Re: Experiments with WebVTT from MURATA Makoto on 2021-11-11 (public-sync-media-pub@w3.org from November 2021)

From: MURATA Makoto <eb2m-mrt@asahi-net.or.jp>
Date: Thu, 11 Nov 2021 10:29:13 +0900
To: W3C Synchronized Multimedia for Publications CG <public-sync-media-pub@w3.org>
Message-ID: <CALvn5EBLXT3nXGKJ2ajsP80P3FaWY8qRU=ooyi3vR-=hefYTNQ@mail.gmail.com>

Marisa,

I tried your document with interest.  How are idx.json and data.json
used?  Will they be created from the HTML source on the fly?
I am wondering if your approach works for documents containing
ruby or BIDI.

Regards,
Makoto

2021年11月11日(木) 6:04 Marisa DeMeglio <marisa.demeglio@gmail.com>:

> Hi all,
>
> I’ve been experimenting with WebVTT instead of SMIL as a synchronization
> format for a book with HTML text and audio narration.
>
> Here is a link to a recent prototype I made, showing a book that has been
> transformed via custom conversion script from EPUB into plain HTML/CSS/JS:
>
> https://daisy.github.io/accessible-books-on-the-web/demos/moby-dick/chapter_001.html
>
> In it, there’s a WebVTT track attached to an audio element:
>
> <audio src="audio/chapter_001.mp3" controls="" id="abotw-audio”>
>     <track default="" kind="metadata" src="vtt/chapter_001.vtt">
> </audio>
>
> And because this is a metadata track, the VTT file’s contents aren’t
> displayed as captions, just delivered as payload to the cue event handlers.
> One example of a cue in the VTT file is:
>
> 1
> 00:00:00.000 --> 00:00:04.833
> {
>   "action”: {
>       "name”: "addCssClass”,
>       "data”: "sync-highlight”
>     },
>     "selector”: {
>       "type”: "FragmentSelector”,
>       "value”: “c01h01"
>     }
> }
>
>
> Comparing this approach to what we’ve been considering already (which is
> to extend SMIL [1]), I notice the following:
>
> - Requirements on the audio files become more strict with WebVTT. There’s
> no way to say (without a chunk of custom scripting) that you want to play
> 10s from audio-1.mp3 and then 20s from audio-2.mp3 and then back to
> audio-1. You just play a file, start to end (or media fragment offset to
> media fragment offset).
>
> - There are no structuring options for WebVTT, so any structural
> navigation (e.g. “escapability”, which is exiting narration of complex
> structures and returning to the main content flow) becomes entirely
> DOM-based with no parallel conveniences in the audio narration layer.
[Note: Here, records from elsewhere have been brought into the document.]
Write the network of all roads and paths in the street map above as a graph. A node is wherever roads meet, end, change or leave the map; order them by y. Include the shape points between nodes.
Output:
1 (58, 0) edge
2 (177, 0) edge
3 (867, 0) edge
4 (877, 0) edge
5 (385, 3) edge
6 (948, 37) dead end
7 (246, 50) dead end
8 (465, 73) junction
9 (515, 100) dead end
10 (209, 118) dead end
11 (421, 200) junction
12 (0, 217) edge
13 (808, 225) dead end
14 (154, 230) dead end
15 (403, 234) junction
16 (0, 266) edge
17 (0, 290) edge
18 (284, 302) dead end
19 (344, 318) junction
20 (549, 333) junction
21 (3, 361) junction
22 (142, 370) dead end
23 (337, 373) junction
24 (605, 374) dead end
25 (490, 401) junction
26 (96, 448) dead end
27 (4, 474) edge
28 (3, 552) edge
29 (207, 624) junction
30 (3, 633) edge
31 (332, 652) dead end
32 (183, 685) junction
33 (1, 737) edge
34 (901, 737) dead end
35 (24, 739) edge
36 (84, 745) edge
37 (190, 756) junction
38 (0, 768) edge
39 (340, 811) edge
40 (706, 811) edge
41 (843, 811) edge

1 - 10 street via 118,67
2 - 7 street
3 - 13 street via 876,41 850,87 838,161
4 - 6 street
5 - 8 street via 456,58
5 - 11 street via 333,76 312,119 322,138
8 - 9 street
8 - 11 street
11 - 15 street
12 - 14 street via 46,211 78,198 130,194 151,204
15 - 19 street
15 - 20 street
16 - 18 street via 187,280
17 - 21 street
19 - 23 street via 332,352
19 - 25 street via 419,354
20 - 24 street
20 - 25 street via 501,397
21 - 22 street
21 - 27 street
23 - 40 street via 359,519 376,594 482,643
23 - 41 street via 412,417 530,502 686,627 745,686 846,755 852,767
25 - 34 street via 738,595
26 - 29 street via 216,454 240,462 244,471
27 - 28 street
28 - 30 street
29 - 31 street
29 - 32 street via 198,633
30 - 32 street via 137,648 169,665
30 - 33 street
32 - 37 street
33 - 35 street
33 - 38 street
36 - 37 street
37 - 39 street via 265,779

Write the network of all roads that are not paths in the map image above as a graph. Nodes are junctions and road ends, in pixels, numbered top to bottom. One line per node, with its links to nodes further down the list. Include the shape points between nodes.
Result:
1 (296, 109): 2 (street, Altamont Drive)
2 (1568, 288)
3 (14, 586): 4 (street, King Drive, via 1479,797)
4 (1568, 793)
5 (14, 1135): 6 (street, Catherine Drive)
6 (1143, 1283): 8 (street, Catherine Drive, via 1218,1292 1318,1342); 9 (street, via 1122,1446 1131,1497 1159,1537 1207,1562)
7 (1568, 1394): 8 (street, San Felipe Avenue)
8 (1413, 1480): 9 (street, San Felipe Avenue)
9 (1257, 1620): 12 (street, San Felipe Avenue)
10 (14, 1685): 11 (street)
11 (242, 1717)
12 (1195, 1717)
I
> don’t think this is necessarily a negative thing.
>
> - Implementation of WebVTT-based highlighting using the TextTrack API is
> very easy, vs SMIL.
>
> - Unlike SyncMedia, WebVTT is not a drop-in replacement for Media
> Overlays. At least not without some packaging rules.
>
> Anyway, just wanted to share. Discussion welcome!
>
> Marisa
>
> 1. https://w3c.github.io/sync-media-pub/sync-media.html
>
>
>

-- 
Regards,
Makoto

Received on Thursday, 11 November 2021 01:30:05 UTC